----- DATA -----
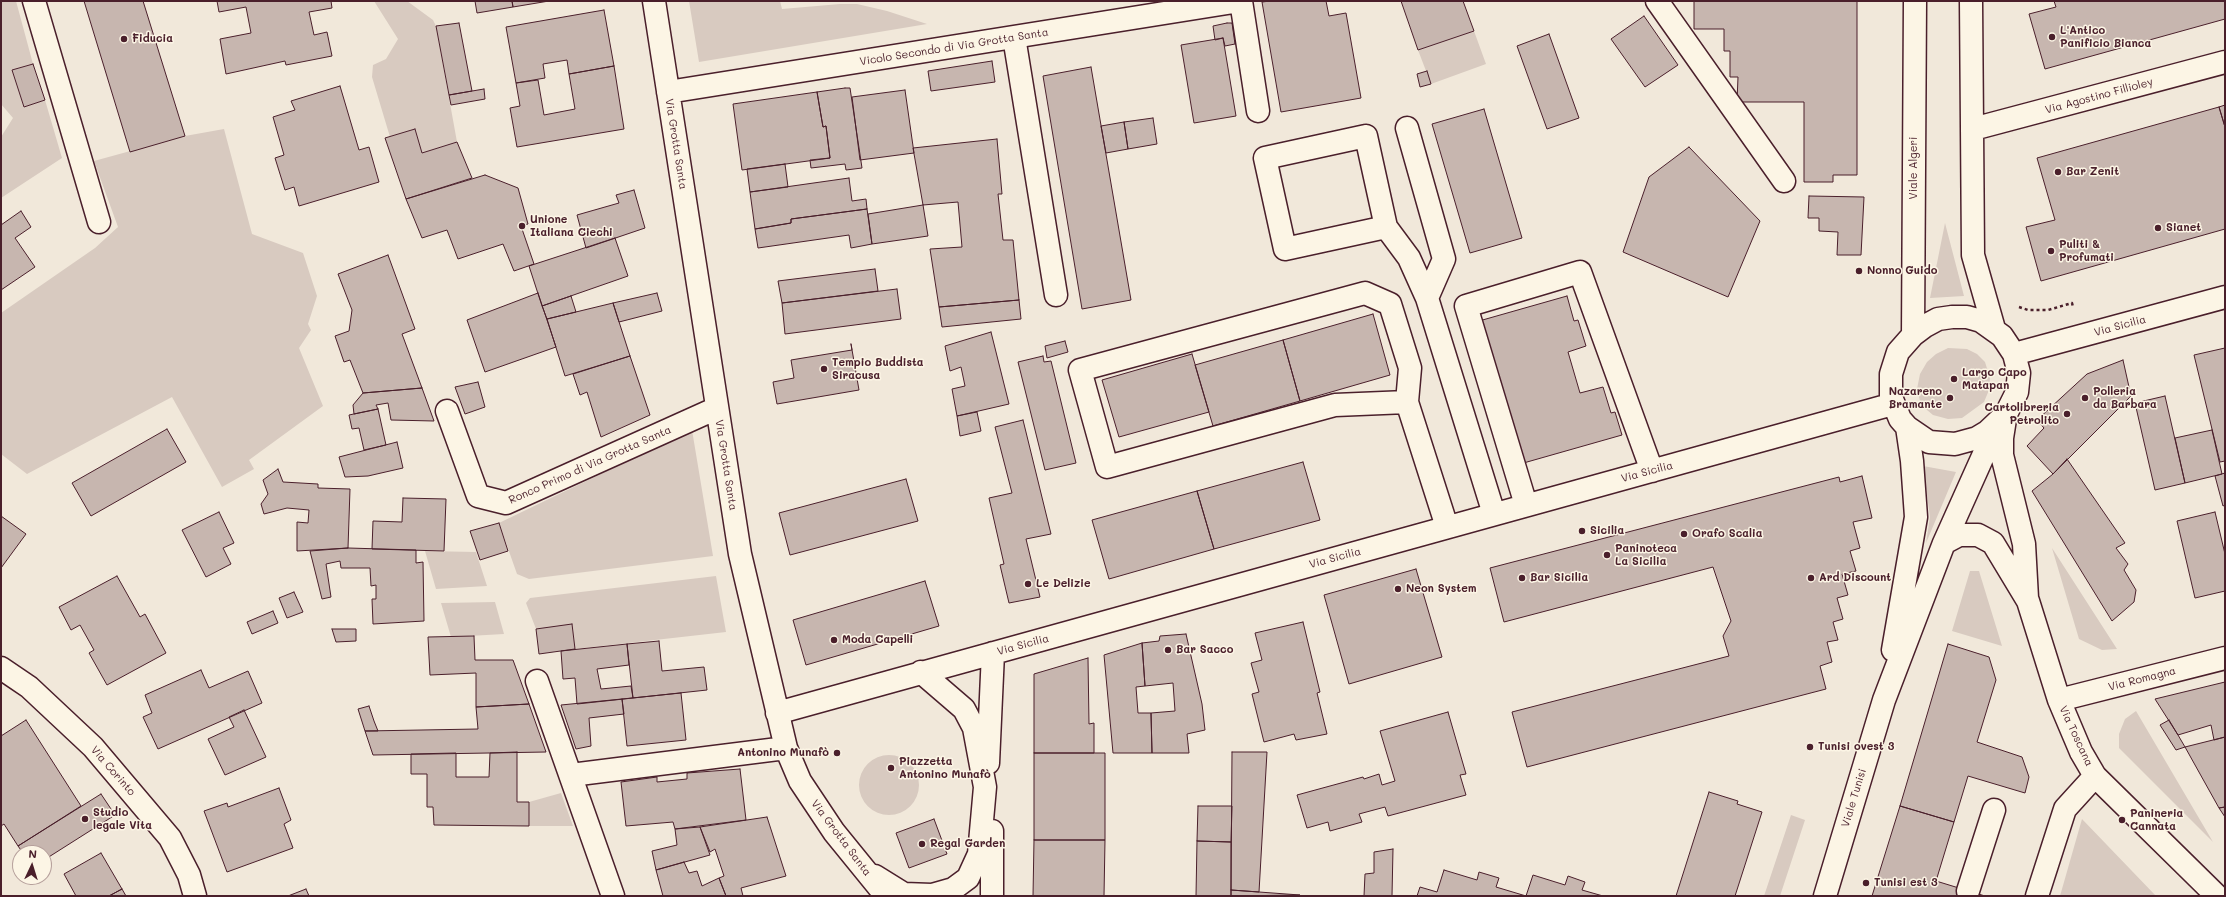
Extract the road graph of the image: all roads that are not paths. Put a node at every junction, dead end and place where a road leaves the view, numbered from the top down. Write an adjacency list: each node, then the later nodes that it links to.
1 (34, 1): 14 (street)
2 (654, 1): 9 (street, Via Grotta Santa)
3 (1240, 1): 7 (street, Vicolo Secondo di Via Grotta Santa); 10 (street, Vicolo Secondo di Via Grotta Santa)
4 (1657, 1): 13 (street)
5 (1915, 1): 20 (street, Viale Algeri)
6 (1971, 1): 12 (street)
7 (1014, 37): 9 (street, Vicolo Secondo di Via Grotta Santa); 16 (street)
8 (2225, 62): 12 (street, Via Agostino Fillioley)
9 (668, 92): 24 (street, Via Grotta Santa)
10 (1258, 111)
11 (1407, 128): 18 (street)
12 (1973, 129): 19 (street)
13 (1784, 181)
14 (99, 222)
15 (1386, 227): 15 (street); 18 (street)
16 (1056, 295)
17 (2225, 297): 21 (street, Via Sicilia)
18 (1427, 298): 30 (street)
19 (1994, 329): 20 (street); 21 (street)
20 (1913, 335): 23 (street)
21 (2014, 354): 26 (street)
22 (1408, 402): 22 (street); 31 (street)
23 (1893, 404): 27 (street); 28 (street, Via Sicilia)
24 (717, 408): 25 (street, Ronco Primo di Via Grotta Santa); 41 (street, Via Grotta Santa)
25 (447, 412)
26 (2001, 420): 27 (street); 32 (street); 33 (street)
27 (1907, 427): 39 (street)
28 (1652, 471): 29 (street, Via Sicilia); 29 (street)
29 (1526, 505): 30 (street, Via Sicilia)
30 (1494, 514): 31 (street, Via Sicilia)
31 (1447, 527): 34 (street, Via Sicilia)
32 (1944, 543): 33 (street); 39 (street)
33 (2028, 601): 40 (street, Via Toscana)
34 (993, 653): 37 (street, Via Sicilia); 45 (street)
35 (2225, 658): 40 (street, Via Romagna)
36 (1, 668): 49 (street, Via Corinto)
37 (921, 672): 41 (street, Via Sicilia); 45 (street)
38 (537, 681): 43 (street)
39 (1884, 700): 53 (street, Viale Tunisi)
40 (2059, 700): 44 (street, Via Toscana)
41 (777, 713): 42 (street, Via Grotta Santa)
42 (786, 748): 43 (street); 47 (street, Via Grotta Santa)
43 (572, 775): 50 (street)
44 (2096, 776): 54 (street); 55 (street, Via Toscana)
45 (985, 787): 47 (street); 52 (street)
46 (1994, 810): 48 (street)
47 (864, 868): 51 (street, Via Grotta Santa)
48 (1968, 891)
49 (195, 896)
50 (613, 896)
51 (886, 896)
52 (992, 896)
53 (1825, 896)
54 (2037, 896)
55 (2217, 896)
-----
YOUR INSTRUCTIONS:
Collect each line of the entries that has the word "Vicolo", copying it in full.

ANSWER TO THIS TASK:
3 (1240, 1): 7 (street, Vicolo Secondo di Via Grotta Santa); 10 (street, Vicolo Secondo di Via Grotta Santa)
7 (1014, 37): 9 (street, Vicolo Secondo di Via Grotta Santa); 16 (street)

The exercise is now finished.